The Wall Street Journal, under the byline “Yoko Kubota in Tokyo, Tripp Mickle in San Francisco, and Takashi Mochizuki in Tokyo”:
The production delays earlier this summer stemmed in part from
Apple’s decision to build new phones using organic light-emitting
diode, or OLED, screens similar to those used by rival Samsung
Electronics Co. At the same time, Apple decided to ditch the
physical home button that contains fingerprint sensors for
unlocking the device. Apple tried to embed the Touch ID function,
or fingerprint scanner, in the new display, which proved
difficult, the people familiar with the process said.
As deadlines approached, Apple eventually abandoned the
fingerprint scanner, the people said, and users will unlock the
phone using either an old-fashioned password or what is expected
to be a new facial-recognition feature.
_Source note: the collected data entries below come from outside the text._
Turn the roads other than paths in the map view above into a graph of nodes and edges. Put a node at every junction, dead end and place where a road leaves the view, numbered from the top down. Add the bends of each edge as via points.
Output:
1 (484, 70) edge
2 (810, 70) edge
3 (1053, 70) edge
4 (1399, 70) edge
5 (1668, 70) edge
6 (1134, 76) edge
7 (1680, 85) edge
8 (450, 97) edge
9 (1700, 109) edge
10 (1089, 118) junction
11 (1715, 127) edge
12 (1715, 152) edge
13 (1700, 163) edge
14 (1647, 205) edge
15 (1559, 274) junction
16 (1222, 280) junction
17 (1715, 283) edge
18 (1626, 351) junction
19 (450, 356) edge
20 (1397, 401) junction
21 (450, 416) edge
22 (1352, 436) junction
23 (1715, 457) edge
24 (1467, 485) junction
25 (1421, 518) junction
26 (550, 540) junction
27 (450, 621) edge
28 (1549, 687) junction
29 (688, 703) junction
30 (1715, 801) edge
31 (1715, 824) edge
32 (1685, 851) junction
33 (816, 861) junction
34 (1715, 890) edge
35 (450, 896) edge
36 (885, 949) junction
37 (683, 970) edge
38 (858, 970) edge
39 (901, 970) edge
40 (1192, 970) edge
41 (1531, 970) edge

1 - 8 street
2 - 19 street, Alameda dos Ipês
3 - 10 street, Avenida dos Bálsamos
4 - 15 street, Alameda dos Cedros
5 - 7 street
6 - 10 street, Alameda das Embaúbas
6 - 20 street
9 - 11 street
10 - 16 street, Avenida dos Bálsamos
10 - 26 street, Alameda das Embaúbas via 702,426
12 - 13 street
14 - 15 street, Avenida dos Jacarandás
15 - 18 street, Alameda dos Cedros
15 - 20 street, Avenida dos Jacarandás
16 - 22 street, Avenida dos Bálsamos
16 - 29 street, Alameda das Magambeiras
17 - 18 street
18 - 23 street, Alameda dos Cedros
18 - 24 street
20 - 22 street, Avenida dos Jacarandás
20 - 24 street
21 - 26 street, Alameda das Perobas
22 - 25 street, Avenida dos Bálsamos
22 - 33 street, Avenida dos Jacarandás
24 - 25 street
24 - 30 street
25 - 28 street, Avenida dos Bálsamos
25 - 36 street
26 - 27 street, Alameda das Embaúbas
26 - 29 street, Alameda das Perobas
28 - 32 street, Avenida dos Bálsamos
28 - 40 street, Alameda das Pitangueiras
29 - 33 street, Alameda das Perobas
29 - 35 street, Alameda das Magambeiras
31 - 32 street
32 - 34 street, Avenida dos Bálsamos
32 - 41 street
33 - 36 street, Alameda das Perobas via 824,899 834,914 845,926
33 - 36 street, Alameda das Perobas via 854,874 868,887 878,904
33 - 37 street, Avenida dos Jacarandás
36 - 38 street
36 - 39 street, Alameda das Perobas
Nonetheless, precious time
was lost and production was put back by about a month, according
to people familiar with the situation.
By this account, it sounds like Apple is rushing D22 to market, before it’s actually good enough to ship. But it really depends who the Journal’s sources are. With two of the bylined reporters in Tokyo, it seems very possible the sources are in the supply chain, not at Apple.
It all comes down to how good the facial recognition is. If it’s as fast, reliable, trustworthy, and convenient as Touch ID, then omitting Touch ID is a legitimate design choice. Forward progress on biometrics. If it’s worse than Touch ID in any meaningful way, it’s an inexcusable mistake.